[[ TASK INPUT, beginning ]]

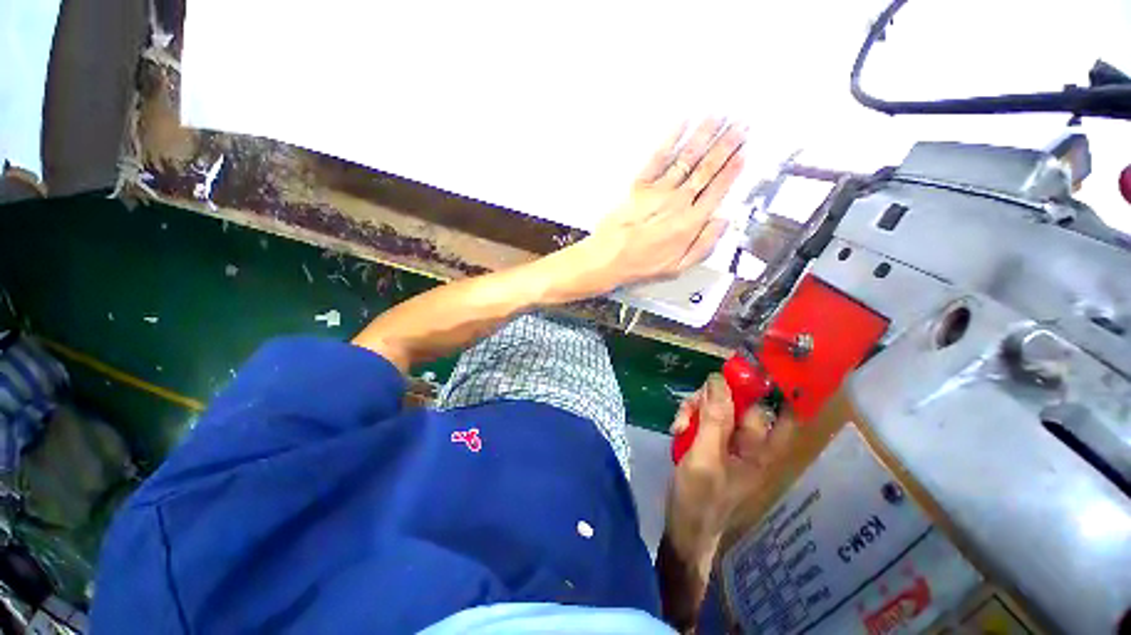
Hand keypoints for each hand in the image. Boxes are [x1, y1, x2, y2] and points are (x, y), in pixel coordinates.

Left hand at [568, 120, 746, 292]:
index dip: (732, 170)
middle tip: (741, 126)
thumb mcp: (678, 267)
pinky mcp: (639, 185)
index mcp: (690, 223)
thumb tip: (722, 222)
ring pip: (688, 158)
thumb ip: (704, 245)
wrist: (609, 259)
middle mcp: (678, 202)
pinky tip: (683, 124)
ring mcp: (659, 191)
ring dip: (705, 136)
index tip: (744, 152)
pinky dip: (672, 139)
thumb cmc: (640, 265)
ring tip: (720, 117)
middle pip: (707, 169)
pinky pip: (659, 158)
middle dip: (726, 145)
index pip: (717, 190)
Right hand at [665, 373, 795, 574]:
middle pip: (739, 403)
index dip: (772, 389)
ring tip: (678, 425)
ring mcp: (728, 443)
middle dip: (711, 399)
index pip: (780, 412)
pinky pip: (703, 419)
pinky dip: (689, 419)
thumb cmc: (700, 498)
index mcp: (761, 450)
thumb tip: (719, 380)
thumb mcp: (705, 457)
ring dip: (694, 409)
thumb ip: (714, 419)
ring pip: (716, 408)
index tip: (751, 368)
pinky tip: (676, 430)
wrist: (683, 527)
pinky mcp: (710, 443)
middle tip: (690, 407)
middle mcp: (750, 443)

[[ TASK INPUT, end ]]

- [YOUR TASK] Leaving the pictures aside, write out the entries above exactly.

- [PROBLEM SOLUTION]
Hand keypoints for each hand in the image. Boxes are [x1, y1, x2, y2] and points are (x, y), in pixel coordinates.

Left hand at [568, 120, 746, 292]:
index dip: (732, 170)
middle tip: (741, 126)
thumb mcp: (678, 267)
pinky mcp: (639, 185)
index mcp: (690, 223)
thumb tip: (722, 222)
ring pip: (688, 158)
thumb ip: (704, 245)
wrist: (609, 259)
middle mcp: (678, 202)
pinky tip: (683, 124)
ring mcp: (659, 191)
ring dip: (705, 136)
index tip: (744, 152)
pinky dip: (672, 139)
thumb cmc: (640, 265)
ring tip: (720, 117)
middle pip: (707, 169)
pinky pip: (659, 158)
middle dip: (726, 145)
index pip: (717, 190)
Right hand at [665, 373, 795, 574]:
middle pip: (739, 403)
index dip: (772, 389)
ring tip: (678, 425)
ring mcp: (728, 443)
middle dip: (711, 399)
index pip: (780, 412)
pinky pip: (703, 419)
pinky dip: (689, 419)
thumb cmc: (700, 498)
index mcp: (761, 450)
thumb tip: (719, 380)
thumb mcp: (705, 457)
ring dip: (694, 409)
thumb ip: (714, 419)
ring pip: (716, 408)
index tip: (751, 368)
pinky tip: (676, 430)
wrist: (683, 527)
pinky mcp: (710, 443)
middle tip: (690, 407)
middle mcp: (750, 443)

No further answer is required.